I did not tell him that life rarely did; he wouldn’t appreciate hearing it, even if it was true. “How did you become a Warden?”

“Didn’t it tell you in my file?” He knew I’d studied him. I didn’t know if that should feel embarrassing or not. “Yeah, well, I got in trouble. Usual stuff—burglary at first. Thing was, I was breaking into places without the breaking part—I just unlocked doors and went inside. It’s easy, you know. And I didn’t know it was going to attract attention. I just figured, hey, cool, superpowers. Made me real popular with my homies, at least until the Wardens showed up at my bail hearing, posted for me, and carted me off to the inquisition. I was kind of surprised they didn’t kick me right back. I wasn’t exactly well behaved. But I guess they saw something I didn’t. They put me through school, gave me a job. Two years later, they brought Manny in, too.”

He was the younger brother, yet his powers had manifested earlier, and more vividly. I wondered how Manny had felt, trailing behind.

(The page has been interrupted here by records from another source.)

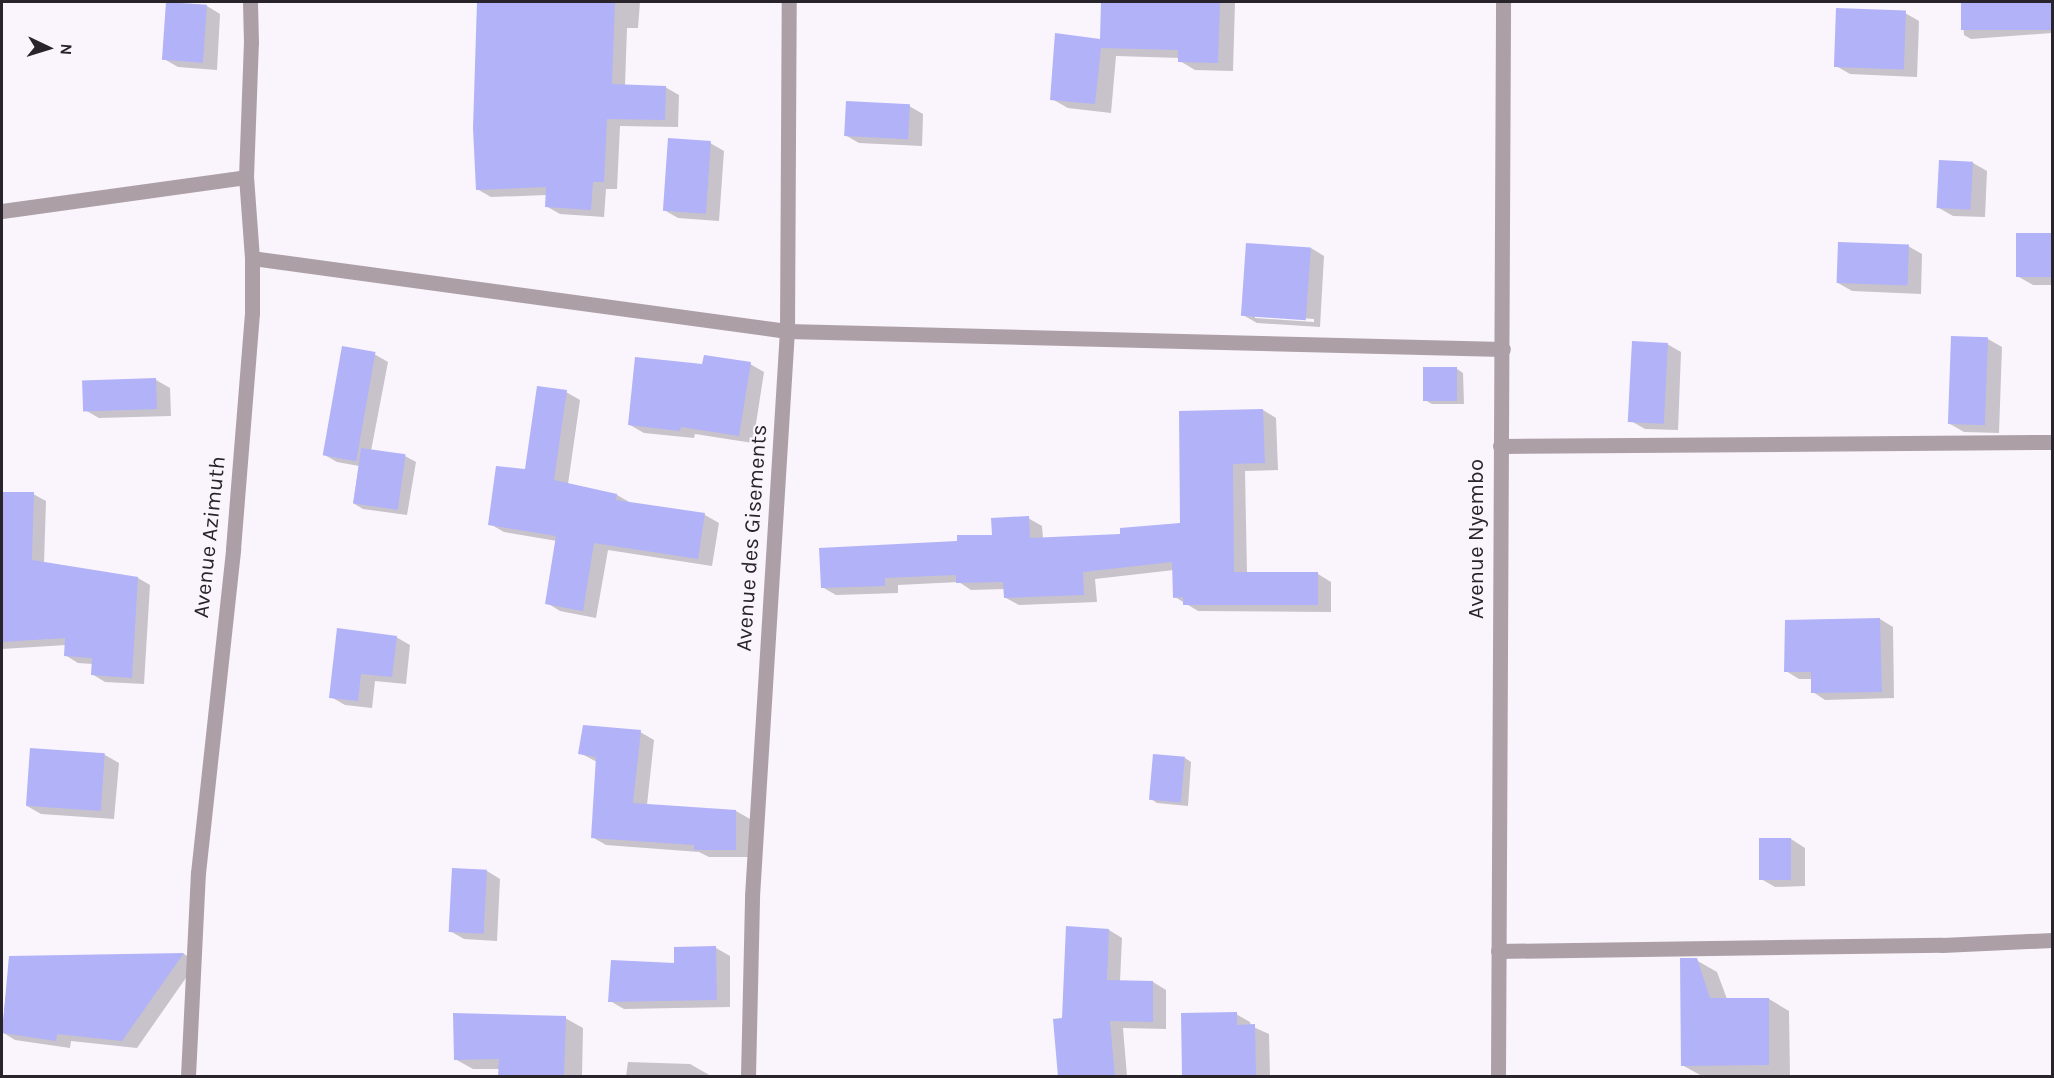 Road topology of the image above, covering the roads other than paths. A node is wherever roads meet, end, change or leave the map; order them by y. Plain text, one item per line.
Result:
1 (250, 2) edge
2 (789, 2) edge
3 (1503, 2) edge
4 (246, 177) junction
5 (2, 211) edge
6 (252, 258) junction
7 (788, 331) junction
8 (1503, 349) junction
9 (2052, 442) edge
10 (1500, 446) junction
11 (2052, 940) edge
12 (1498, 951) junction
13 (188, 1077) edge
14 (748, 1077) edge
15 (1498, 1077) edge

1 - 4 street, Avenue Azimuth
2 - 7 street, Avenue des Gisements
3 - 8 street, Avenue Nyembo
4 - 5 street
4 - 6 street, Avenue Azimuth
6 - 7 street
6 - 13 street, Avenue Azimuth
7 - 8 street
7 - 14 street, Avenue des Gisements
8 - 10 street, Avenue Nyembo
9 - 10 street
10 - 12 street, Avenue Nyembo
11 - 12 street
12 - 15 street, Avenue Nyembo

The way he said his brother’s name woke a ghost of pain in my chest—there was a certain emptiness in it, and vulnerability. I found myself wanting to take his hand, not to draw power but to give comfort. That was how humans did such things—flesh to flesh.

I was reaching out to him when the next attack descended on us with shocking suddenness.

The lights of Albuquerque blacked out ahead, and I felt the sudden burn of power being released in the physical world. “Luis!” I snapped, and braced myself against the dashboard with one hand. It was good that I did; he slammed hard on the brakes, and I felt a heavy thud from behind as my motorcycle slammed into the cab of the truck. The tires screeched and jittered, but held against a skid.

“Shit,” he breathed, and slammed the truck hard into reverse, gave it gas, and whipped it in a fast, reckless turn. “Can you do anything about that? Because I’m a little busy.”

He offered me his right hand, steering with his left. I grabbed hold and rose into the aetheric for a look. Night fell away, and the world erupted in a chaos of color. Reds, maroons, oranges, hot flashes and sparks of yellow.

We were in trouble.

“It’s coming in!” I shouted. “From the right!”

The passenger’s side. I had just enough warning to duck, and the wind hit the truck with so much force that the entire heavy vehicle rocked up on the left two wheels, threatened to overturn, then settled down with a heavy, rattling thump.